On se pose des questions sur quelle proportion de leur présentation graphique du réseau souterrain d’al-Shifa s’est fondée sur ce qu’Israël connaissait déjà ; leur propre architecte y avait construit une vaste zone en sous-sol la dernière fois qu’Israël occupait directement Gaza, jusqu’en 2005.
Tout ceci est important au regard des conventions de Genève, qui interdisent des opérations militaires contre les hôpitaux à moins qu’ils « ne soient utilisés pour commettre, hors de leurs devoirs humanitaires, des actions nuisibles pour l’ennemi ».
Israël a ratifié les conventions de Genève en 1951 et déclare observer le principe de proportionnalité conforme au droit humanitaire international, selon lequel l’avantage direct attendu d’une opération militaire est supérieur aux dommages sur les civils, conséquence à laquelle on peut raisonnablement s’attendre. Son respect de ces principes, c’est ce qui est en cause.
« Israël n’a pas réussi à fournir le moindre début de preuve requise pour justifier l’exception restreinte selon laquelle on peut cibler des hôpitaux selon les lois de la guerre », a dit Mai El-Sadany, avocat des droits de l’homme et directeur général de l’Institut Tahrir pour la Politique du Moyen Orient à Washington.
« Dans le cas rare où la protection serait levée, Israël devrait fournir aux civils une chance significative d’évacuer et, même alors, tout civil qui resterait dans l’hôpital après l’ordre d’évacuation serait cependant protégé par les règles de proportionnalité », a ajouté El-Sadany. « A toutes les étapes de cette évaluation juridique, Israël est atrocement loin d’être à la hauteur.

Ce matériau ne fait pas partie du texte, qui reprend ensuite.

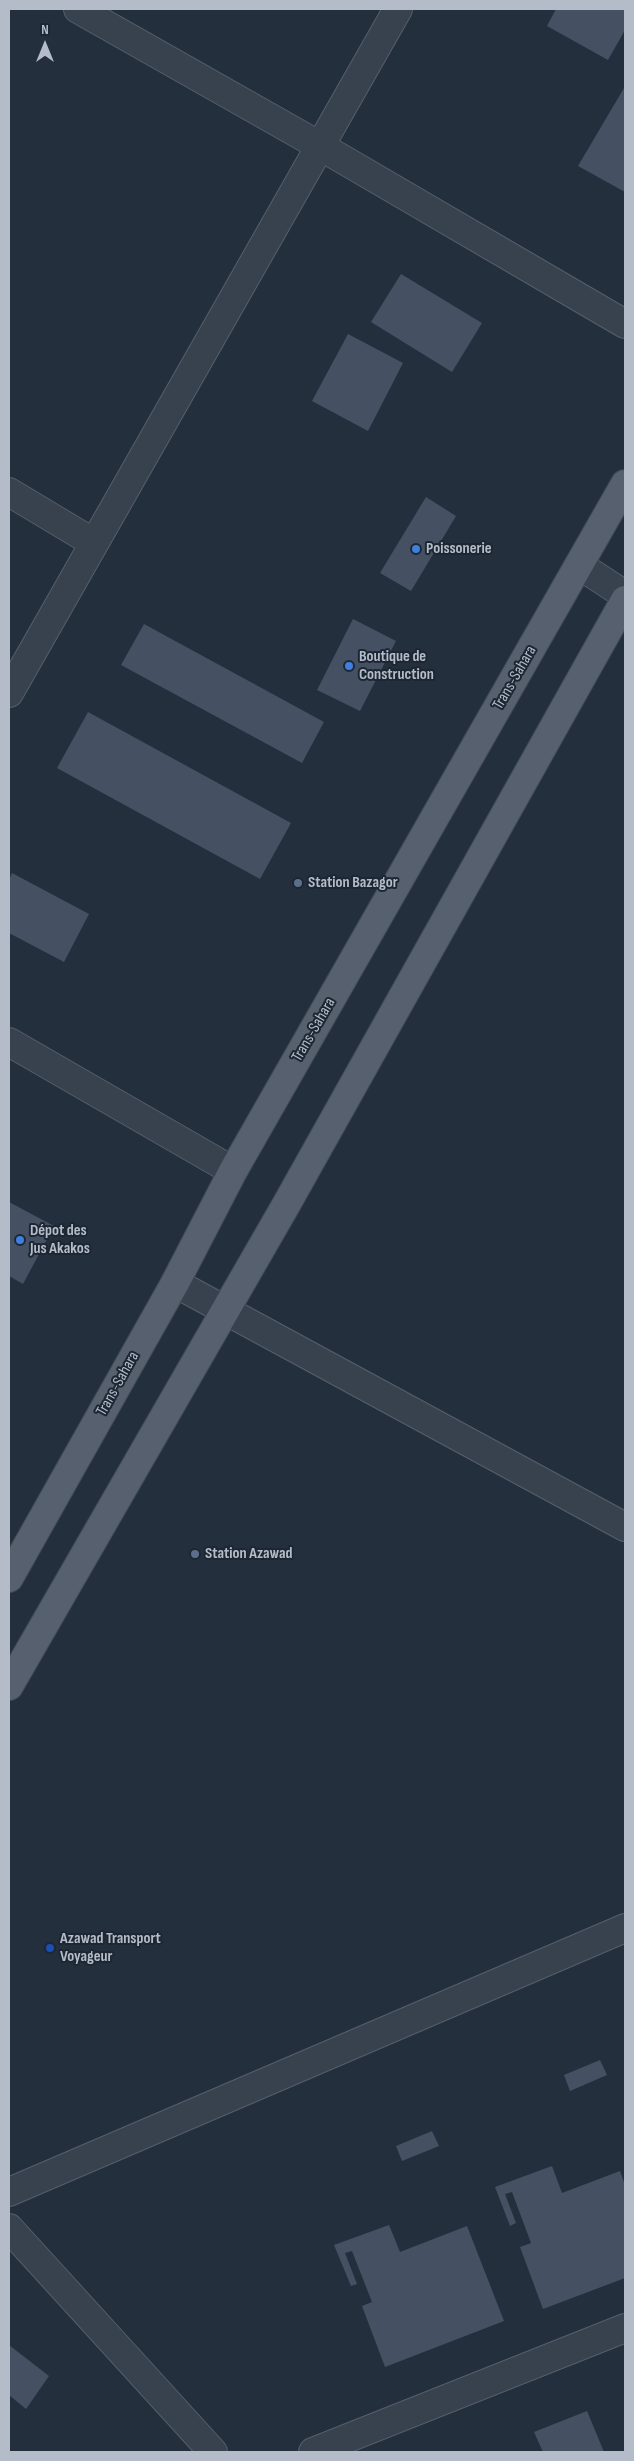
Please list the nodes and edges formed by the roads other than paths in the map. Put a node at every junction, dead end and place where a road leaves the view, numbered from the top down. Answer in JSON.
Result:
{"nodes":[{"id":1,"x":78,"y":9,"type":"edge"},
{"id":2,"x":398,"y":9,"type":"edge"},
{"id":3,"x":320,"y":146,"type":"junction"},
{"id":4,"x":625,"y":324,"type":"edge"},
{"id":5,"x":625,"y":484,"type":"edge"},
{"id":6,"x":9,"y":492,"type":"edge"},
{"id":7,"x":94,"y":543,"type":"junction"},
{"id":8,"x":579,"y":566,"type":"junction"},
{"id":9,"x":625,"y":595,"type":"edge"},
{"id":10,"x":625,"y":600,"type":"edge"},
{"id":11,"x":9,"y":693,"type":"edge"},
{"id":12,"x":9,"y":1042,"type":"edge"},
{"id":13,"x":233,"y":1171,"type":"junction"},
{"id":14,"x":175,"y":1282,"type":"junction"},
{"id":15,"x":226,"y":1310,"type":"junction"},
{"id":16,"x":625,"y":1527,"type":"edge"},
{"id":17,"x":9,"y":1578,"type":"edge"},
{"id":18,"x":9,"y":1686,"type":"edge"},
{"id":19,"x":625,"y":1928,"type":"edge"},
{"id":20,"x":9,"y":2192,"type":"edge"},
{"id":21,"x":9,"y":2228,"type":"edge"},
{"id":22,"x":625,"y":2328,"type":"edge"},
{"id":23,"x":213,"y":2452,"type":"edge"},
{"id":24,"x":313,"y":2452,"type":"edge"}],
"edges":[{"from":1,"to":3,"type":"street"},
{"from":2,"to":3,"type":"street"},
{"from":3,"to":4,"type":"street"},
{"from":3,"to":7,"type":"street"},
{"from":5,"to":8,"type":"main road","name":"Trans-Sahara"},
{"from":6,"to":7,"type":"street"},
{"from":7,"to":11,"type":"street"},
{"from":8,"to":9,"type":"street"},
{"from":8,"to":13,"type":"main road","name":"Trans-Sahara"},
{"from":10,"to":15,"type":"main road"},
{"from":12,"to":13,"type":"street"},
{"from":13,"to":14,"type":"main road","name":"Trans-Sahara"},
{"from":14,"to":15,"type":"street"},
{"from":14,"to":17,"type":"main road","name":"Trans-Sahara"},
{"from":15,"to":16,"type":"street"},
{"from":15,"to":18,"type":"main road"},
{"from":19,"to":20,"type":"street"},
{"from":21,"to":23,"type":"street"},
{"from":22,"to":24,"type":"street"}]}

Il a fourni des photos et des enregistrements vidéo qui sont loin de correspondre à ses déclarations initiales. »
A un certain point, on pourrait soumettre ces questions à un jugement officiel. Israël ne reconnaît pas la Cour pénale internationale, mais la cour reconnaît la Palestine en tant que membre et elle a mené une enquête pour possible crimes de guerre et crimes contre l’humanité depuis 2021 dans les territoires palestiniens occupés.
Tout jugement de ce genre n’interviendrait pas avant des années. Plus immédiatement et directement, les détails du raid sur Shifa ont un impact sur le climat international dans lequel Israël conduit sa guerre. Des pays tels que le Royaume Uni, l’Allemagne et, de façon encore plus importante, les États-Unis, ont résisté aux appels à un cessez-le-feu sous prétexte que les actions d’Israël constituent une légitime défense. Chaque journée sans preuve évidente fournie par le raid rend cet argument plus difficile à poursuivre.
L’administration Biden a non seulement défendu les opérations d’Israël, mais a présenté des arguments fondés sur ses propres renseignements concernant l’hôpital. John Kirby, porte-parole de la Maison Blanche pour la sécurité nationale, a défini la prétendue installation du Hamas en ce lieu comme un « nœud » de commandement plutôt qu’un centre, et un possible stockage d’armes.
L’absence de preuves jusqu’ici commence à rappeler les défaillances passées du renseignement américain, spécialement dramatiques quand elles ont précédé l’invasion de l’Irak. Elle isole encore plus Washington sur la scène mondiale et approfondit les désaccords déjà importants au sein de l’administration elle-même.